- WORK TASK
The required output is every record, reproduced exactly.

- THE DATA
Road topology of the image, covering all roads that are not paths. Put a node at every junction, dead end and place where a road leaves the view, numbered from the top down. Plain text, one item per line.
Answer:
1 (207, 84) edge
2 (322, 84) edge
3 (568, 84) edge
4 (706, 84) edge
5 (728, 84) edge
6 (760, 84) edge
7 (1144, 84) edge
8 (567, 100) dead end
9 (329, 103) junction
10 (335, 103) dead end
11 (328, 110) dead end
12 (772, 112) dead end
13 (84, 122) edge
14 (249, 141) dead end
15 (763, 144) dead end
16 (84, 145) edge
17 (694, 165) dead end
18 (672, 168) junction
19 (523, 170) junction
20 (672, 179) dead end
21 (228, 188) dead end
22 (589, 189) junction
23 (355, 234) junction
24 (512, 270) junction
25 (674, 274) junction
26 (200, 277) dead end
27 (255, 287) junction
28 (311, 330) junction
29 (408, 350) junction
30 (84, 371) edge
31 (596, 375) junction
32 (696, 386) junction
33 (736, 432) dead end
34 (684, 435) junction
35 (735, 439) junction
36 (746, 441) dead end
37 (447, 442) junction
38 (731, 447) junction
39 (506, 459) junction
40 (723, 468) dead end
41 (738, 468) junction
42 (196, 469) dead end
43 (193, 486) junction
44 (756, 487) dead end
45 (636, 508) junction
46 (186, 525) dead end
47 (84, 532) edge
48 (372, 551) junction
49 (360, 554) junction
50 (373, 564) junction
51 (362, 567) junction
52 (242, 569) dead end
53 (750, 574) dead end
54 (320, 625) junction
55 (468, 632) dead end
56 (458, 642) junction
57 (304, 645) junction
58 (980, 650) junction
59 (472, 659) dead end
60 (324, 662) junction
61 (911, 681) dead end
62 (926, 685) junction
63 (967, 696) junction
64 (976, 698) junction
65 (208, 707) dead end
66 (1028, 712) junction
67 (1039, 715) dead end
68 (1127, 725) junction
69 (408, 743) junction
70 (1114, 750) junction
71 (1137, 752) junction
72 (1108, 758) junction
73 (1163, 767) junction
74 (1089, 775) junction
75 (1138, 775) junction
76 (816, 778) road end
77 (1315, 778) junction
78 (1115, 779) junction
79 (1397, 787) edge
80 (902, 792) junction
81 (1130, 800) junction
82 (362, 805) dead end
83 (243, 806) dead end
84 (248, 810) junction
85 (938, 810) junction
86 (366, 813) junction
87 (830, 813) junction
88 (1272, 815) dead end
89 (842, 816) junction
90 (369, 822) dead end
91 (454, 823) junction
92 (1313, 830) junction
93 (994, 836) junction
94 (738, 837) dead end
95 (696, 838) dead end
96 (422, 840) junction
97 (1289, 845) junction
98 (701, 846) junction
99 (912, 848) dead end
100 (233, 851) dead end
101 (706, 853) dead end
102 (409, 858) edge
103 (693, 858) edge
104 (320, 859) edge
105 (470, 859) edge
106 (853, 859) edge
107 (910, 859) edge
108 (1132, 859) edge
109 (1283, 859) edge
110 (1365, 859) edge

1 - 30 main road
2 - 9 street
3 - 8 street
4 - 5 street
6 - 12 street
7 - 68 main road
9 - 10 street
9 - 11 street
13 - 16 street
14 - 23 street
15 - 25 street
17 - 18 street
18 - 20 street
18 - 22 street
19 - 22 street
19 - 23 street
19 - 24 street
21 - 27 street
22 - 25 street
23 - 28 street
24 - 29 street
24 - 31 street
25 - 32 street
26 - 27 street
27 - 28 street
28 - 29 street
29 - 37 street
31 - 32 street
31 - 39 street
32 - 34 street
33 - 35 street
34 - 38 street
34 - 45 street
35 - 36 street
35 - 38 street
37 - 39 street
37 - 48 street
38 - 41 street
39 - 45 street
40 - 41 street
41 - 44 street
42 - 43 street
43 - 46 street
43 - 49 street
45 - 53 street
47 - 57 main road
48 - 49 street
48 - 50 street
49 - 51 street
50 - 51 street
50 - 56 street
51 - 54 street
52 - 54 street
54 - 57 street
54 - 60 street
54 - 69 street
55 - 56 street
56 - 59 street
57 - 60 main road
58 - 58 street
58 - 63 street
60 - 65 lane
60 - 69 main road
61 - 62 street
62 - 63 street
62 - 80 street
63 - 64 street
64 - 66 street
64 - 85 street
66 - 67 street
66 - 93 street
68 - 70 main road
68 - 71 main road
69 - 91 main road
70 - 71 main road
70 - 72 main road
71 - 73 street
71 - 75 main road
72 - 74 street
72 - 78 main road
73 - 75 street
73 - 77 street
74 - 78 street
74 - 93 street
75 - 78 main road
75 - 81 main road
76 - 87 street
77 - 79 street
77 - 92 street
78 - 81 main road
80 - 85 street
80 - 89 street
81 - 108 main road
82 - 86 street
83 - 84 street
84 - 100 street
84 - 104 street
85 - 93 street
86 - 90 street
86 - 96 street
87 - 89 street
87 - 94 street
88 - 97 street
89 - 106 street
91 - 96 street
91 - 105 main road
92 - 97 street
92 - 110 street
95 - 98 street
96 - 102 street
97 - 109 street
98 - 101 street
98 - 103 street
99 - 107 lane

- RESULT OF THE TASK
Road topology of the image, covering all roads that are not paths. Put a node at every junction, dead end and place where a road leaves the view, numbered from the top down. Plain text, one item per line.
Answer:
1 (207, 84) edge
2 (322, 84) edge
3 (568, 84) edge
4 (706, 84) edge
5 (728, 84) edge
6 (760, 84) edge
7 (1144, 84) edge
8 (567, 100) dead end
9 (329, 103) junction
10 (335, 103) dead end
11 (328, 110) dead end
12 (772, 112) dead end
13 (84, 122) edge
14 (249, 141) dead end
15 (763, 144) dead end
16 (84, 145) edge
17 (694, 165) dead end
18 (672, 168) junction
19 (523, 170) junction
20 (672, 179) dead end
21 (228, 188) dead end
22 (589, 189) junction
23 (355, 234) junction
24 (512, 270) junction
25 (674, 274) junction
26 (200, 277) dead end
27 (255, 287) junction
28 (311, 330) junction
29 (408, 350) junction
30 (84, 371) edge
31 (596, 375) junction
32 (696, 386) junction
33 (736, 432) dead end
34 (684, 435) junction
35 (735, 439) junction
36 (746, 441) dead end
37 (447, 442) junction
38 (731, 447) junction
39 (506, 459) junction
40 (723, 468) dead end
41 (738, 468) junction
42 (196, 469) dead end
43 (193, 486) junction
44 (756, 487) dead end
45 (636, 508) junction
46 (186, 525) dead end
47 (84, 532) edge
48 (372, 551) junction
49 (360, 554) junction
50 (373, 564) junction
51 (362, 567) junction
52 (242, 569) dead end
53 (750, 574) dead end
54 (320, 625) junction
55 (468, 632) dead end
56 (458, 642) junction
57 (304, 645) junction
58 (980, 650) junction
59 (472, 659) dead end
60 (324, 662) junction
61 (911, 681) dead end
62 (926, 685) junction
63 (967, 696) junction
64 (976, 698) junction
65 (208, 707) dead end
66 (1028, 712) junction
67 (1039, 715) dead end
68 (1127, 725) junction
69 (408, 743) junction
70 (1114, 750) junction
71 (1137, 752) junction
72 (1108, 758) junction
73 (1163, 767) junction
74 (1089, 775) junction
75 (1138, 775) junction
76 (816, 778) road end
77 (1315, 778) junction
78 (1115, 779) junction
79 (1397, 787) edge
80 (902, 792) junction
81 (1130, 800) junction
82 (362, 805) dead end
83 (243, 806) dead end
84 (248, 810) junction
85 (938, 810) junction
86 (366, 813) junction
87 (830, 813) junction
88 (1272, 815) dead end
89 (842, 816) junction
90 (369, 822) dead end
91 (454, 823) junction
92 (1313, 830) junction
93 (994, 836) junction
94 (738, 837) dead end
95 (696, 838) dead end
96 (422, 840) junction
97 (1289, 845) junction
98 (701, 846) junction
99 (912, 848) dead end
100 (233, 851) dead end
101 (706, 853) dead end
102 (409, 858) edge
103 (693, 858) edge
104 (320, 859) edge
105 (470, 859) edge
106 (853, 859) edge
107 (910, 859) edge
108 (1132, 859) edge
109 (1283, 859) edge
110 (1365, 859) edge

1 - 30 main road
2 - 9 street
3 - 8 street
4 - 5 street
6 - 12 street
7 - 68 main road
9 - 10 street
9 - 11 street
13 - 16 street
14 - 23 street
15 - 25 street
17 - 18 street
18 - 20 street
18 - 22 street
19 - 22 street
19 - 23 street
19 - 24 street
21 - 27 street
22 - 25 street
23 - 28 street
24 - 29 street
24 - 31 street
25 - 32 street
26 - 27 street
27 - 28 street
28 - 29 street
29 - 37 street
31 - 32 street
31 - 39 street
32 - 34 street
33 - 35 street
34 - 38 street
34 - 45 street
35 - 36 street
35 - 38 street
37 - 39 street
37 - 48 street
38 - 41 street
39 - 45 street
40 - 41 street
41 - 44 street
42 - 43 street
43 - 46 street
43 - 49 street
45 - 53 street
47 - 57 main road
48 - 49 street
48 - 50 street
49 - 51 street
50 - 51 street
50 - 56 street
51 - 54 street
52 - 54 street
54 - 57 street
54 - 60 street
54 - 69 street
55 - 56 street
56 - 59 street
57 - 60 main road
58 - 58 street
58 - 63 street
60 - 65 lane
60 - 69 main road
61 - 62 street
62 - 63 street
62 - 80 street
63 - 64 street
64 - 66 street
64 - 85 street
66 - 67 street
66 - 93 street
68 - 70 main road
68 - 71 main road
69 - 91 main road
70 - 71 main road
70 - 72 main road
71 - 73 street
71 - 75 main road
72 - 74 street
72 - 78 main road
73 - 75 street
73 - 77 street
74 - 78 street
74 - 93 street
75 - 78 main road
75 - 81 main road
76 - 87 street
77 - 79 street
77 - 92 street
78 - 81 main road
80 - 85 street
80 - 89 street
81 - 108 main road
82 - 86 street
83 - 84 street
84 - 100 street
84 - 104 street
85 - 93 street
86 - 90 street
86 - 96 street
87 - 89 street
87 - 94 street
88 - 97 street
89 - 106 street
91 - 96 street
91 - 105 main road
92 - 97 street
92 - 110 street
95 - 98 street
96 - 102 street
97 - 109 street
98 - 101 street
98 - 103 street
99 - 107 lane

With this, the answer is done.